[llvm] r339696 - [X86][SSE] Avoid duplicate shuffle input sources in combineX86ShufflesRecursively
Simon Pilgrim via llvm-commits
llvm-commits at lists.llvm.org
Tue Aug 14 10:22:37 PDT 2018
Author: rksimon
Date: Tue Aug 14 10:22:37 2018
New Revision: 339696
URL: http://llvm.org/viewvc/llvm-project?rev=339696&view=rev
Log:
[X86][SSE] Avoid duplicate shuffle input sources in combineX86ShufflesRecursively
rL339686 added the case where a faux shuffle might have repeated shuffle inputs coming from either side of the OR().
This patch improves the insertion of the inputs into the source ops lists to account for this, as well as making it trivial to add support for shuffles with more than 2 inputs in the future.
Modified:
llvm/trunk/lib/Target/X86/X86ISelLowering.cpp
llvm/trunk/test/CodeGen/X86/vector-shuffle-combining-avx2.ll
llvm/trunk/test/CodeGen/X86/vector-shuffle-combining-ssse3.ll
Modified: llvm/trunk/lib/Target/X86/X86ISelLowering.cpp
URL: http://llvm.org/viewvc/llvm-project/llvm/trunk/lib/Target/X86/X86ISelLowering.cpp?rev=339696&r1=339695&r2=339696&view=diff
==============================================================================
--- llvm/trunk/lib/Target/X86/X86ISelLowering.cpp (original)

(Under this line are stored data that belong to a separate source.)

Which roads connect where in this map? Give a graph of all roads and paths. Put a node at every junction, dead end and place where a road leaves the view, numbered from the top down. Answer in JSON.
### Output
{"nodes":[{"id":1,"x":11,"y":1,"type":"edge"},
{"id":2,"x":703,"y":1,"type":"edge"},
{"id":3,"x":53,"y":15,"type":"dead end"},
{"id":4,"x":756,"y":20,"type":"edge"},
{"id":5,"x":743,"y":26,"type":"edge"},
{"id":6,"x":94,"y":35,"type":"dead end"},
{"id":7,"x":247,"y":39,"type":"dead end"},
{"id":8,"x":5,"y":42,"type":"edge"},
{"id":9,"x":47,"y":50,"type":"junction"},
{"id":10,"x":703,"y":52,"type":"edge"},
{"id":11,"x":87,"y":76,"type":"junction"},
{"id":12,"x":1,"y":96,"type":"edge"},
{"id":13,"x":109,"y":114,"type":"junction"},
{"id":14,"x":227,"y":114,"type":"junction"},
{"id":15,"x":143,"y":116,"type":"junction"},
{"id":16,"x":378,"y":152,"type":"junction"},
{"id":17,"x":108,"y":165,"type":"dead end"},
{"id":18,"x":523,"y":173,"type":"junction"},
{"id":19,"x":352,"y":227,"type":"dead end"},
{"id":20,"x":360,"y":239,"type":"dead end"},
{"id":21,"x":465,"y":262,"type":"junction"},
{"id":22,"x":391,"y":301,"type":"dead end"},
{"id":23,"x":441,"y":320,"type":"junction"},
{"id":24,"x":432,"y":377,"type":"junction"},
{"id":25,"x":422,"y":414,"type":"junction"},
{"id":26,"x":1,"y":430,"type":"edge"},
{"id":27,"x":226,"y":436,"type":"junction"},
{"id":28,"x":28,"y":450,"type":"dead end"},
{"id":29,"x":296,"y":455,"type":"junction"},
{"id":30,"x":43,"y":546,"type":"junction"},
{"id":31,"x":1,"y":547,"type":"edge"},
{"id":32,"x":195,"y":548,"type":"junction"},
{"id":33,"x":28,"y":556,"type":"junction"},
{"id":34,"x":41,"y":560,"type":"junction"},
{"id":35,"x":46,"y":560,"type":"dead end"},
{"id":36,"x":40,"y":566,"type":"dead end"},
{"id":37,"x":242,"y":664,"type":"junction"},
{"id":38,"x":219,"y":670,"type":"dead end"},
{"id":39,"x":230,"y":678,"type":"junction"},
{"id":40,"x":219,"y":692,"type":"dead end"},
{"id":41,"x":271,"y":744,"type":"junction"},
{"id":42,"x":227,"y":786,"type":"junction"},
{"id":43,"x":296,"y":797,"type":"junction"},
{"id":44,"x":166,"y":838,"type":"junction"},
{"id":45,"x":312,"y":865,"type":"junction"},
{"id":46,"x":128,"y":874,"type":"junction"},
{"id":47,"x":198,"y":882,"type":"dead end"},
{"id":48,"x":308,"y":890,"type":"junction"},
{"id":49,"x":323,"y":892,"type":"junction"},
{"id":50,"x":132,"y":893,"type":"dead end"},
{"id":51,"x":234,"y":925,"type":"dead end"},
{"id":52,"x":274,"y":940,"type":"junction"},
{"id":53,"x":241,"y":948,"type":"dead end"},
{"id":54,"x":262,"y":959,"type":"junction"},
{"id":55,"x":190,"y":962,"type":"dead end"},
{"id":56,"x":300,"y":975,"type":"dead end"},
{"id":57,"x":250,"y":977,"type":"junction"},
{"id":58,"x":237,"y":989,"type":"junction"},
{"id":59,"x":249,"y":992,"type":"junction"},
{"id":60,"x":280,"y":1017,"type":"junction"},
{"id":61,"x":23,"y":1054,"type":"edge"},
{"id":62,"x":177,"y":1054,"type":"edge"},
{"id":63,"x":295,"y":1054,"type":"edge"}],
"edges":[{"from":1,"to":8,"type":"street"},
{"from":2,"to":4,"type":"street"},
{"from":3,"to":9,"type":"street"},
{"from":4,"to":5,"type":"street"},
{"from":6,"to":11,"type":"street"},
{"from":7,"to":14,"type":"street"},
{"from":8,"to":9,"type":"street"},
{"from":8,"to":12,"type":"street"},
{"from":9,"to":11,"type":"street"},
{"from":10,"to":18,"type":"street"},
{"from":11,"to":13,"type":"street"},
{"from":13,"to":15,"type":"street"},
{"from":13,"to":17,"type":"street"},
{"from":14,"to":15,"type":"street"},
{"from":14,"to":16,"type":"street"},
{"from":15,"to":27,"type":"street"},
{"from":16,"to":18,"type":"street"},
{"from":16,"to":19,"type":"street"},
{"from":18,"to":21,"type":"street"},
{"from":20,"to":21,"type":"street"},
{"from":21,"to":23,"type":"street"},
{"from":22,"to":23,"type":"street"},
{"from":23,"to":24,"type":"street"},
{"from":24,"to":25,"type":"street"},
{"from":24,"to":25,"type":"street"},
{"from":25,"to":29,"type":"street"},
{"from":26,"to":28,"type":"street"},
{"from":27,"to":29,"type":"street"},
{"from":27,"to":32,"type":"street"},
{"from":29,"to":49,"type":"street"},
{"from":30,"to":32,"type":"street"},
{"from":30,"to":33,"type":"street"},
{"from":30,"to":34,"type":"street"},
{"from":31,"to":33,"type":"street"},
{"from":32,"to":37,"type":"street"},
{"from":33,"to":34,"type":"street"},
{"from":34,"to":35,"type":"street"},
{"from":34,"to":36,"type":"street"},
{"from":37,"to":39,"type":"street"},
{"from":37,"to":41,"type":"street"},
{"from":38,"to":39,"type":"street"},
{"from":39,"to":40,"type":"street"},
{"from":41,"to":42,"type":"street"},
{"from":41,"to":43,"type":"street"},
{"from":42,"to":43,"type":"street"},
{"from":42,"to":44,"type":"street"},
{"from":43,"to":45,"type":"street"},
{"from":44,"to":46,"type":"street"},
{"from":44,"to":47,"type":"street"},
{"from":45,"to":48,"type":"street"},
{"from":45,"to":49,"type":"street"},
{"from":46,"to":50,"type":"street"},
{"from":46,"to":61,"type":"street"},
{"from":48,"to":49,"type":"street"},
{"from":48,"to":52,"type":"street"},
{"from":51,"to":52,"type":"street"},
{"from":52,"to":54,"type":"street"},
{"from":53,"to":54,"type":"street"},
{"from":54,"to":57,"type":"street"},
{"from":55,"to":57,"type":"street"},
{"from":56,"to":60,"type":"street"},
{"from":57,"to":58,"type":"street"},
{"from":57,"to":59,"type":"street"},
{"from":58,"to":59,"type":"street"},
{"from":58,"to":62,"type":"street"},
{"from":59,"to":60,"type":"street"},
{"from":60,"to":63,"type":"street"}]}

+++ llvm/trunk/lib/Target/X86/X86ISelLowering.cpp Tue Aug 14 10:22:37 2018
@@ -30279,23 +30279,26 @@ static SDValue combineX86ShufflesRecursi
// Add the inputs to the Ops list, avoiding duplicates.
SmallVector<SDValue, 16> Ops(SrcOps.begin(), SrcOps.end());
- int InputIdx0 = -1, InputIdx1 = -1;
- for (int i = 0, e = Ops.size(); i < e; ++i) {
- SDValue BC = peekThroughBitcasts(Ops[i]);
- if (Input0 && BC == peekThroughBitcasts(Input0))
- InputIdx0 = i;
- if (Input1 && BC == peekThroughBitcasts(Input1))
- InputIdx1 = i;
- }
+ auto AddOp = [&Ops](SDValue Input, int InsertionPoint = -1) -> int {
+ if (!Input)
+ return -1;
+ // Attempt to find an existing match.
+ SDValue InputBC = peekThroughBitcasts(Input);
+ for (int i = 0, e = Ops.size(); i < e; ++i)
+ if (InputBC == peekThroughBitcasts(Ops[i]))
+ return i;
+ // Match failed - should we replace an existing Op?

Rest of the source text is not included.